基于币安链的DeFi交易所Uranium Finance受黑客攻击损失5000万美元

暴走时评：周三凌晨，币安智能链上一家模仿Uniswap的交易所Uranium Finance因为一个漏洞损失了5000万美元的代币。到目前为止，在黑客的非法所得中，只有总价值900万美元的ETH和BTC成功转移出了币安智能链。

翻译：Maya

周三凌晨，币安智能链上一家模仿Uniswap的交易所Uranium Finance因为一个漏洞损失了5000万美元的代币。

攻击者利用了一个漏洞，该漏洞自一周前交易所升级以来一直存在于Uranium V2的合约中。在向Uranium的“交易对合约”发送最低要求的代币后，攻击者抽干了多个代币对的流动性池；合约余额字段中的一个错位的零（或者说，在管理储备的部分缺少一个）为攻击载体创造了缺口。

在被盗的5000万美元中，币安区块链的原生代币（BNB）和稳定币（BUSD）的资金池各损失1800万美元。以太坊和BTCB池（币安链版的比特币（BTC，-2.14%））总共损失了价值约900万美元的代币。另外670万美元的USDT（-0.07%）和170万美元的DOT（-1.78%）、ADA（-0.51%）和Uranium自己的代币也从其他池中消失了。

根据The Block研究员Igor Igamberdiev的说法，黑客攻击后，BTCB已经被换成了真正的BTC，而ETH（+2.56%）被放在一个名为Tornado Cash的以太坊混合器中。

值得注意的是，根据过去BSC上针对漏洞的黑客事件，BNB和BUSD可以通过回滚来恢复，尽管币安没有就此事发布公告。

“整个农场面临风险”

这个漏洞存在于所有Uranium v2池中。
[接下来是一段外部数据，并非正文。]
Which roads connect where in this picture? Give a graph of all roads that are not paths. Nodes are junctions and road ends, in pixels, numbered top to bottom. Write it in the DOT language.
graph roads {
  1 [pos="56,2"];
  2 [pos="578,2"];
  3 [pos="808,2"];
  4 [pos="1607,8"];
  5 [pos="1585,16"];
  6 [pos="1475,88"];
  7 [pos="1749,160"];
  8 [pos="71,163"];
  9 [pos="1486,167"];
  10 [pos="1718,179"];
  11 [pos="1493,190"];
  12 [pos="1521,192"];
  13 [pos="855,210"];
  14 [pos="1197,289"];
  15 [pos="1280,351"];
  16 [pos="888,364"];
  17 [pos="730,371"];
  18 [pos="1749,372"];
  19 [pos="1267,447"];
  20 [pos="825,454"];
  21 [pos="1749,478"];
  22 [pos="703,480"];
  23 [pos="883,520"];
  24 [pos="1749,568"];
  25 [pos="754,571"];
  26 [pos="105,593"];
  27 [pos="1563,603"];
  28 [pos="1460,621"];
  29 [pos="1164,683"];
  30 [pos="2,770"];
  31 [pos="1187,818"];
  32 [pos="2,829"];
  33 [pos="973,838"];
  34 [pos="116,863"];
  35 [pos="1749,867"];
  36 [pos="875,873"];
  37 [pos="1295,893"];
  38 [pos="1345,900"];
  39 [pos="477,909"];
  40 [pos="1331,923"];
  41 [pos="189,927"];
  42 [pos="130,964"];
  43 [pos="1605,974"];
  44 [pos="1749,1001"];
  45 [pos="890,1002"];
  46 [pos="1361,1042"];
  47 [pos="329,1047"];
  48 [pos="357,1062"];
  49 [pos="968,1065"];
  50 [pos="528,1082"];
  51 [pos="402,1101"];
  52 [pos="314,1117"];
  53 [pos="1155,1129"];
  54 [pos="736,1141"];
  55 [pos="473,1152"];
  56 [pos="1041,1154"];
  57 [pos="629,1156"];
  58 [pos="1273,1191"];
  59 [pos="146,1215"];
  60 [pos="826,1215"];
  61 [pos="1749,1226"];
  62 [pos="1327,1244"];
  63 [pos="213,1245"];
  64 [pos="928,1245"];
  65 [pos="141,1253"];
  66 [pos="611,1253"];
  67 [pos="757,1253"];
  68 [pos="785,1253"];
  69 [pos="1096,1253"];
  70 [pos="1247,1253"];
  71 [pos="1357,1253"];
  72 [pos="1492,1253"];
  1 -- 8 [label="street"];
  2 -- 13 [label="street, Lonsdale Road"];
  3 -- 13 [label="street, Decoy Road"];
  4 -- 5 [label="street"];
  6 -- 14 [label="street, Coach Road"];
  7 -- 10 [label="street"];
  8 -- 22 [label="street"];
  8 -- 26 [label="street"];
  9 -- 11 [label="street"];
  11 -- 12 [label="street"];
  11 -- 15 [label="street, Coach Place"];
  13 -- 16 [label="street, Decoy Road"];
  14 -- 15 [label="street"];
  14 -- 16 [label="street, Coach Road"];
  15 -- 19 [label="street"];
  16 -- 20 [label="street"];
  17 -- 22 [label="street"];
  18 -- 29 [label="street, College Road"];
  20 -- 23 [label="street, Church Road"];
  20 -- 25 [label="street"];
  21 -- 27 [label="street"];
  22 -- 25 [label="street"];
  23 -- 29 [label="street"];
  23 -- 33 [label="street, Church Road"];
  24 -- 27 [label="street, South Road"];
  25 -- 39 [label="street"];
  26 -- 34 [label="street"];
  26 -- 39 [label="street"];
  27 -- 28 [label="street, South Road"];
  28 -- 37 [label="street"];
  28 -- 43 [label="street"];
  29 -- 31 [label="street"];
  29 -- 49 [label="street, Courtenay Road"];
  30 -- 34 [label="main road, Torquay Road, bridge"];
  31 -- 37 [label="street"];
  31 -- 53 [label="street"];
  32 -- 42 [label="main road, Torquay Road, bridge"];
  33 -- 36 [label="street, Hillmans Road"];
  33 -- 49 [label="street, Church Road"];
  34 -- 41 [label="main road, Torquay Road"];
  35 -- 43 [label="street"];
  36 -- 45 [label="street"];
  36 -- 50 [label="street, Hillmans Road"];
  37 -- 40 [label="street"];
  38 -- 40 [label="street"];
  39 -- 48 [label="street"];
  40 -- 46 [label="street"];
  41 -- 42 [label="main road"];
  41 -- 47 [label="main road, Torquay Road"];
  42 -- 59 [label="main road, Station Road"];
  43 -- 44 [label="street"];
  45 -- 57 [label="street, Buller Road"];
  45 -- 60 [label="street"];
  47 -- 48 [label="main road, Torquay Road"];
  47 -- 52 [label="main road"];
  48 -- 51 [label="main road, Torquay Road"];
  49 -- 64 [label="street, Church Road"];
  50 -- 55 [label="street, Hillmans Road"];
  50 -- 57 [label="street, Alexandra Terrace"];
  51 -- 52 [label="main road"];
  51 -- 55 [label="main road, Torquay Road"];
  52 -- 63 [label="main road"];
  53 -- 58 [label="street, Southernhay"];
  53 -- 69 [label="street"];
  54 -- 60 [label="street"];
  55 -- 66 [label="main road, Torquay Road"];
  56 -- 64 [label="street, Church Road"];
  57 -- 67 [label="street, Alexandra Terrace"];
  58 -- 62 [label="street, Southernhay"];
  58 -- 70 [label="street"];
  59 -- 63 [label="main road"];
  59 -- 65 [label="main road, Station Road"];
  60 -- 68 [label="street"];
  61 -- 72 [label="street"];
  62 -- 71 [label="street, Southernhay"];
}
匿名的Uranium社区成员Baymax在Telegram上发布的消息警告用户“停止增加流动性......如果可以的话，消除流动性”，因为这个漏洞仍然使这些v2合约中数百万美元的代币面临风险。

Baymax建议用户迁移到v2.1合约，其中包括对该漏洞的修复。值得注意的是，这次攻击是在v2.1版上线前两小时发生的，尽管自Uranium上次升级到v2版以来，该漏洞在一周多以前就已经存在。

“如你们所知，我们委托进行了一次审计，发现的问题中，有一个严重性不高的问题。开发人员深入挖掘，发现了一个让整个农场面临风险的问题，” Baymax发布的公开信息写道。

“Uranium总共有7个人知道这个漏洞。在Uranium外部，3个审计师承包商和他们各自的分管人员，他们可能知道这个漏洞，” 公开信息中提到。在这些信息的后面，Baymax假设“有人泄露了漏洞的存在”，导致攻击者利用了这个漏洞。

Baymax没有回应有关Uranium代码审计师的后续问题。

Baymax在与CoinDesk交谈时也否认除了作为“社区成员”之外还与Uranium有任何关系。截至记者发稿时，无论是Uranium的核心团队还是其他成员，都没有作出回应。